Эмилия в своей белой ночной рубашке засунула голову под подушку и укуталась в простыни. Она услышала голос Сальвадора, торопившего Даниэля, и заткнула себе рот кулаком, чтобы не просить его остаться.
Час спустя он шел по перрону станции Сан-Ласаро вместе с Игнасио Карденалем и еще двенадцатью священниками с бледными лицами. Сальвадор, сопровождавший их, замыкал процессию. На улице шел дождь, он с шумом стучал по крыше. Одетому в черную сутану с белым воротничком, которую он примерял накануне, Даниэлю не нужно было притворяться, будто он самый грустный и торжественный среди священников. Он смотрел в пол и шевелил губами, будто молился, когда Эмилия оказалась у него на пути и стала целовать его в губы, вцепившись изо всех сил в его сутану. Она была вся мокрая и тяжело дышала.
– Я хочу остаться, – сказал Даниэль Сальвадору.
– Не проси о невозможном! – ответила Эмилия, прижимаясь к его губам.
Поезд тронулся. Она подтолкнула Даниэля к вагону, из которого Карденаль протягивал ему руку. Дул ледяной ветер, и Эмилия вся дрожала, стараясь улыбаться из последних сил, слушая, как, постепенно затихая, исчезал вдали стук колес поезда под дождем.

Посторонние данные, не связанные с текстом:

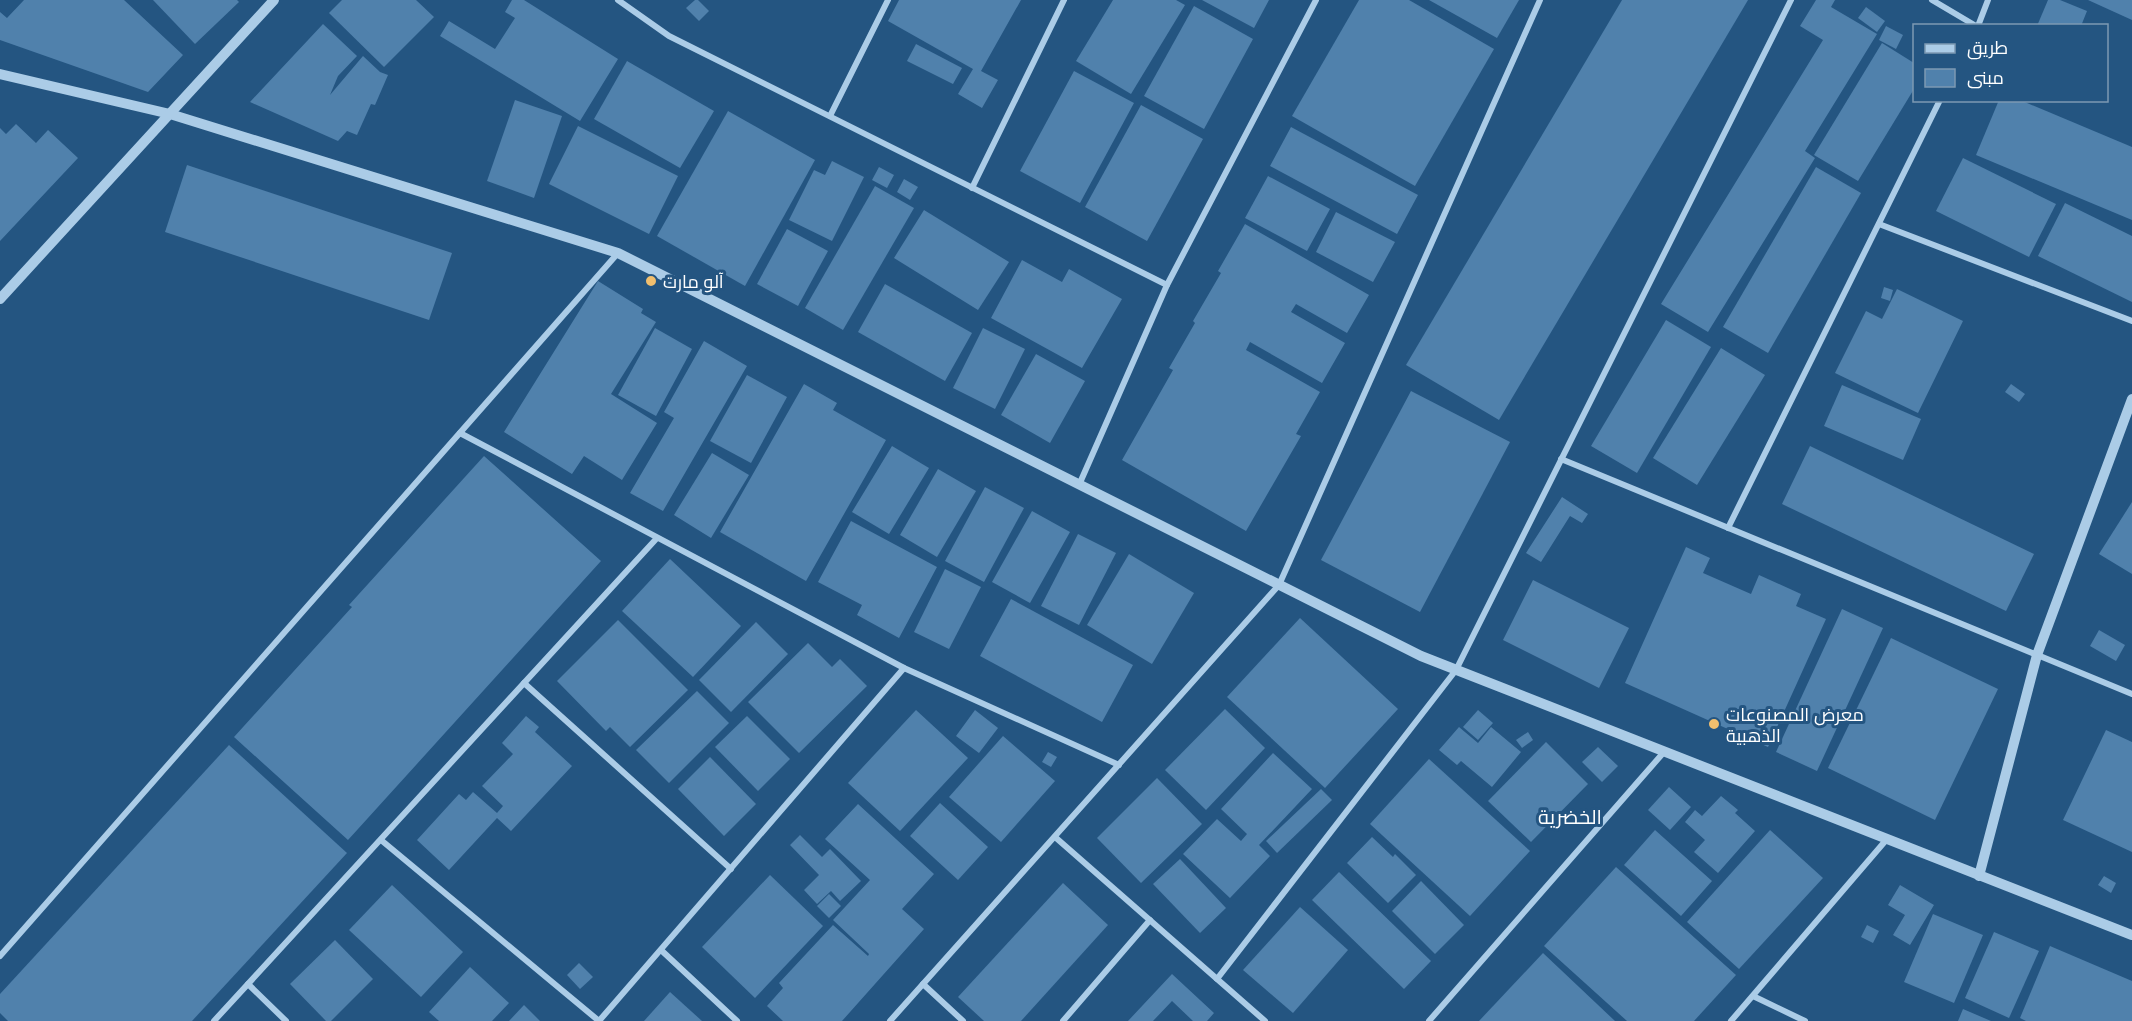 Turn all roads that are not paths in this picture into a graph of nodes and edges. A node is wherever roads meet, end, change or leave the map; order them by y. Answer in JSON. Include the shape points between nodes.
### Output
{"nodes":[{"id":1,"x":274,"y":0,"type":"edge"},
{"id":2,"x":618,"y":0,"type":"edge"},
{"id":3,"x":888,"y":0,"type":"edge"},
{"id":4,"x":1064,"y":0,"type":"edge"},
{"id":5,"x":1317,"y":0,"type":"edge"},
{"id":6,"x":1540,"y":0,"type":"edge"},
{"id":7,"x":1791,"y":0,"type":"edge"},
{"id":8,"x":1932,"y":0,"type":"edge"},
{"id":9,"x":1988,"y":0,"type":"edge"},
{"id":10,"x":1974,"y":24,"type":"edge"},
{"id":11,"x":1978,"y":24,"type":"edge"},
{"id":12,"x":0,"y":74,"type":"edge"},
{"id":13,"x":1939,"y":102,"type":"edge"},
{"id":14,"x":170,"y":114,"type":"junction"},
{"id":15,"x":830,"y":116,"type":"junction"},
{"id":16,"x":972,"y":188,"type":"junction"},
{"id":17,"x":1879,"y":224,"type":"junction"},
{"id":18,"x":618,"y":253,"type":"junction"},
{"id":19,"x":1167,"y":285,"type":"junction"},
{"id":20,"x":0,"y":299,"type":"edge"},
{"id":21,"x":2132,"y":321,"type":"edge"},
{"id":22,"x":2132,"y":399,"type":"edge"},
{"id":23,"x":460,"y":433,"type":"junction"},
{"id":24,"x":1561,"y":459,"type":"junction"},
{"id":25,"x":1079,"y":485,"type":"junction"},
{"id":26,"x":1728,"y":528,"type":"junction"},
{"id":27,"x":657,"y":538,"type":"junction"},
{"id":28,"x":1279,"y":585,"type":"junction"},
{"id":29,"x":2037,"y":655,"type":"junction"},
{"id":30,"x":904,"y":669,"type":"junction"},
{"id":31,"x":1456,"y":670,"type":"junction"},
{"id":32,"x":524,"y":683,"type":"junction"},
{"id":33,"x":2132,"y":694,"type":"edge"},
{"id":34,"x":1664,"y":752,"type":"junction"},
{"id":35,"x":1119,"y":765,"type":"junction"},
{"id":36,"x":1055,"y":837,"type":"junction"},
{"id":37,"x":1887,"y":839,"type":"junction"},
{"id":38,"x":381,"y":840,"type":"junction"},
{"id":39,"x":731,"y":869,"type":"junction"},
{"id":40,"x":1979,"y":876,"type":"junction"},
{"id":41,"x":1150,"y":920,"type":"junction"},
{"id":42,"x":2132,"y":935,"type":"edge"},
{"id":43,"x":661,"y":950,"type":"junction"},
{"id":44,"x":0,"y":956,"type":"edge"},
{"id":45,"x":1216,"y":979,"type":"junction"},
{"id":46,"x":248,"y":984,"type":"junction"},
{"id":47,"x":923,"y":984,"type":"junction"},
{"id":48,"x":1753,"y":996,"type":"junction"},
{"id":49,"x":214,"y":1021,"type":"edge"},
{"id":50,"x":286,"y":1021,"type":"edge"},
{"id":51,"x":599,"y":1021,"type":"edge"},
{"id":52,"x":737,"y":1021,"type":"edge"},
{"id":53,"x":890,"y":1021,"type":"edge"},
{"id":54,"x":963,"y":1021,"type":"edge"},
{"id":55,"x":1063,"y":1021,"type":"edge"},
{"id":56,"x":1265,"y":1021,"type":"edge"},
{"id":57,"x":1429,"y":1021,"type":"edge"},
{"id":58,"x":1731,"y":1021,"type":"edge"},
{"id":59,"x":1805,"y":1021,"type":"edge"}],
"edges":[{"from":1,"to":14,"type":"street"},
{"from":2,"to":15,"type":"street","via":[[669,36]]},
{"from":3,"to":15,"type":"street"},
{"from":4,"to":16,"type":"street"},
{"from":5,"to":19,"type":"street"},
{"from":6,"to":28,"type":"street"},
{"from":7,"to":24,"type":"street"},
{"from":8,"to":10,"type":"street"},
{"from":9,"to":11,"type":"street"},
{"from":12,"to":14,"type":"street"},
{"from":13,"to":17,"type":"street"},
{"from":14,"to":18,"type":"street"},
{"from":14,"to":20,"type":"street"},
{"from":15,"to":16,"type":"street"},
{"from":16,"to":19,"type":"street"},
{"from":17,"to":21,"type":"street"},
{"from":17,"to":26,"type":"street"},
{"from":18,"to":23,"type":"street"},
{"from":18,"to":25,"type":"street"},
{"from":19,"to":25,"type":"street"},
{"from":22,"to":29,"type":"street"},
{"from":23,"to":27,"type":"street"},
{"from":23,"to":44,"type":"street"},
{"from":24,"to":26,"type":"street"},
{"from":24,"to":31,"type":"street"},
{"from":25,"to":28,"type":"street"},
{"from":26,"to":29,"type":"street"},
{"from":27,"to":30,"type":"street"},
{"from":27,"to":32,"type":"street"},
{"from":28,"to":31,"type":"street"},
{"from":28,"to":35,"type":"street"},
{"from":29,"to":33,"type":"street"},
{"from":29,"to":40,"type":"street"},
{"from":30,"to":35,"type":"street"},
{"from":30,"to":39,"type":"street"},
{"from":31,"to":34,"type":"street"},
{"from":31,"to":45,"type":"street"},
{"from":32,"to":38,"type":"street"},
{"from":32,"to":39,"type":"street"},
{"from":34,"to":37,"type":"street"},
{"from":34,"to":57,"type":"street"},
{"from":35,"to":36,"type":"street"},
{"from":36,"to":41,"type":"street"},
{"from":36,"to":47,"type":"street"},
{"from":37,"to":40,"type":"street"},
{"from":37,"to":48,"type":"street"},
{"from":38,"to":46,"type":"street"},
{"from":38,"to":51,"type":"street"},
{"from":39,"to":43,"type":"street"},
{"from":40,"to":42,"type":"street"},
{"from":41,"to":45,"type":"street"},
{"from":41,"to":55,"type":"street"},
{"from":43,"to":51,"type":"street"},
{"from":43,"to":52,"type":"street"},
{"from":45,"to":56,"type":"street"},
{"from":46,"to":49,"type":"street"},
{"from":46,"to":50,"type":"street"},
{"from":47,"to":53,"type":"street"},
{"from":47,"to":54,"type":"street"},
{"from":48,"to":58,"type":"street"},
{"from":48,"to":59,"type":"street"}]}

Она еще неделю работала в госпитале, пока не умерли безнадежные, а излеченные не вернулись к жизни, в которой они ежедневно искали смерти. Жизнь в городе стала более спокойной, но вид этого города действовал на Эмилию угнетающе. Она тосковала по Даниэлю на каждом углу, в каждой улочке, в самом сердце безразличия, царившего на бульваре Пасео-де-ла-Реформа, перед выбитой дверью одной из церквей, сидя за столиком их первого кафе, погружаясь в пустоту ванны в доме, окружавшем ее своим молчанием, проснувшись среди ночи с губами, израненными о бриллиант ее обручального кольца. Она все время носила его во рту как вечное напоминание о своей вике. Предала ли она его? Можно ли назвать предательством простое нежелание возвращаться к неустроенности, к конфликтам, к утрам, полным безделья, к отказу от здравомыслия и плодотворной жизни, которая тоже была ее призванием и судьбой? Она просыпалась с этими вопросами, прорезавшими темноту, как лучи солнца, и так, ночь за ночью, ломались ее привычные биологические ритмы. Она позволила бессоннице воцариться в ее жизни и занялась изобретением всевозможных уловок, чтобы не дать тоске окончательно победить себя в долгие ночи без сна. Она снова играла на виолончели, которую Рефухио взял для нее напрокат в одной из церквей, читала главы из «Тысячи и одной ночи», брала ночные дежурства и писала письма, словно кто-то их ей диктовал. Кроме того, она вела подробный дневник, описывая в нем для Даниэля свои чувства, свою тоску, свои надежды и раскаяние. Когда-нибудь жизнь обернется для них такой щедрой, что у них обоих будет время посидеть и почитать, о чем она думала в это слепое время, которое она не уставала проклинать, но которое не поменяла бы на другое. Возможности просто последовать за ним и постепенно превратиться в его тень она предпочла потерять его. И, сделав этот выбор, она чувствовала себя одинокой, жалкой и высокомерной идиоткой.
Она снова сделалась жилеткой для слез. Она выслушивала и инфекционных больных, и женщин, сидящих у постели своих раненых, надеясь, что судьба сжалится над ними, и Рефухио с его страхами, и Эулалио, его внучку, которая чувствовала себя все хуже, но все лучше это скрывала. Она слушала без устали и без перерыва, пока не научилась чувствовать себя еще одной иголкой в стоге сена, уже полном иголок, где она нашла себе приют.
Однажды утром, в конце сентября, Рефухио пришел за ней. Его внучка, как обычно, надоила три капли молока от двух тощих коров, спавших вместе с ними в хлеву в Мискоаке. Она двигалась как абсолютно здоровый человек, но Рефухио видел, как половина ее души отлетела на рассвете, и безумно боялся потерять единственное, что осталось у него в жизни.